Mi nombre era Bruno Gómez, pero un sábado por la noche cambió. Mi vida transcurría del trabajo a mi casa y de mi casa al trabajo (si es que a un cuarto de vecindad se le puede llamar casa).

Esa noche había una función de box que se anunciaba como la pelea del siglo. ¿Cuántas peleas así habré visto en mi vida? Recuerdo varias: “Macho” Camacho vs Chávez, Chávez vs De la Hoya, De la Hoya vs Pacquiao. Me pregunto si los promotores de esas peleas en verdad piensan que uno no tiene memoria, que no nos damos cuenta de lo que pasa.

Y peor que los promotores son los analistas deportivos. Llenos de frases trilladas y sin ningún asomo de cultura general. No soy un erudito; sé muy poco y de pocas cosas, pero nadie me da un micrófono para que diga lo que se me ocurre. Los periodistas toda la semana se la pasaron diciendo que Márquez iba a despedazar a Mayweather. Un día antes de la pelea, a todos les temblaron las piernitas porque el gringo se excedió de peso; como todo estaba vendido (las entradas, los cuartos de hotel, los derechos de televisión, los patrocinadores del evento) nadie se podía echar para atrás.

El gringo se había pasado siete kilos del peso welter y, además, era más alto, más joven, más fuerte. ¿Qué iba a hacer el boxeador mexicano en el ring? Para que Márquez aceptara la pelea, le dieron una compensación de medio millón de dólares que, seguramente, iba a disfrutar su familia porque él no saldría vivo.

A mí me daba risa que los periodistas ahora lloraban y no entendían cómo era posible que se permitiera semejante atropello. Sin embargo, cuando empezó la pelea y vi lo que era ese abuso, sentí mucha impotencia. La prensa tenían razón: Mayweather era más alto, más fuerte, más rápido y hasta más guapo que Márquez; lo llamaban el “Gigante de ébano”.

Yo le daba un trago a mi cerveza y veía la pelea intentando calmarme. Pensaba: no te claves, no es tu bronca; a ese güey le van a dar una madriza pero no de a gratis, se va a llevar más de diez millones de dólares.

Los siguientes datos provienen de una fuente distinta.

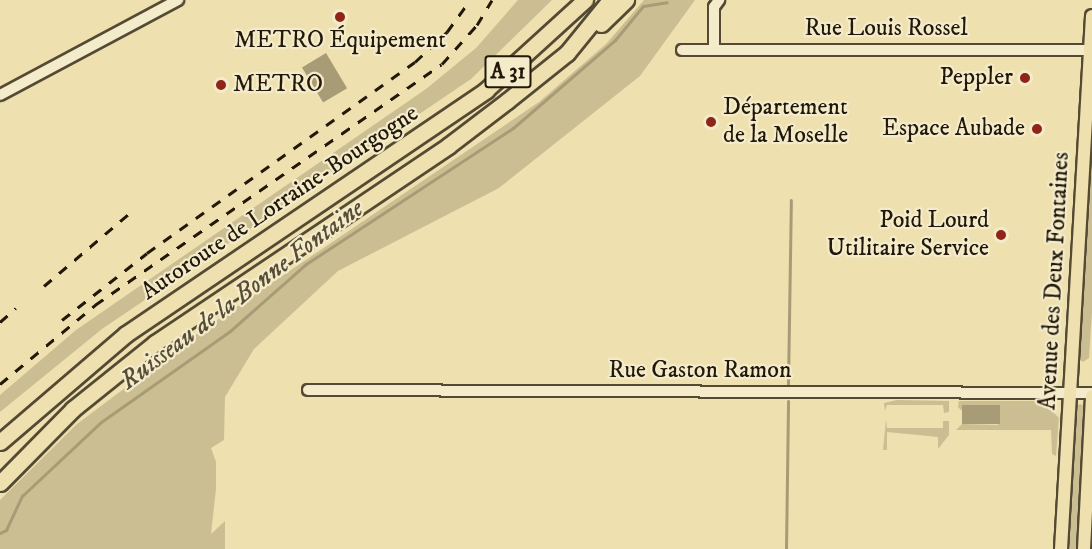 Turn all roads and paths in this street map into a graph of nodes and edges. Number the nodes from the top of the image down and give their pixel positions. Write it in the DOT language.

Empezó el segundo round; mientras Márquez daba sus mejores golpes y hacía gala de su técnica para esquivar los del gringo, éste se reía de él y bajaba la guardia. Mostraba su cara para que Márquez lo golpeara, pero el mexicano no caía en la trampa. Yo prendía un cigarro tras otro. Tenía ganas de agarrar un bat y subirme al ring; olvidaba que estaba en la Ciudad de México, no en Las Vegas.

En el tercer round mandaron a la lona a Márquez. Él enseguida se levantó para seguir la pelea. No esperó la cuenta de protección y quería continuar aunque fuera a perder.

En ese momento tocaron a la puerta. Era don Agustín, el dueño de la vecindad, que me buscaba porque tenía una llamada telefónica.

—¿Quién me habla? —le pregunté.

—Pues quién va a ser. ¿Cuándo me vas a pagar lo de la renta y los recados?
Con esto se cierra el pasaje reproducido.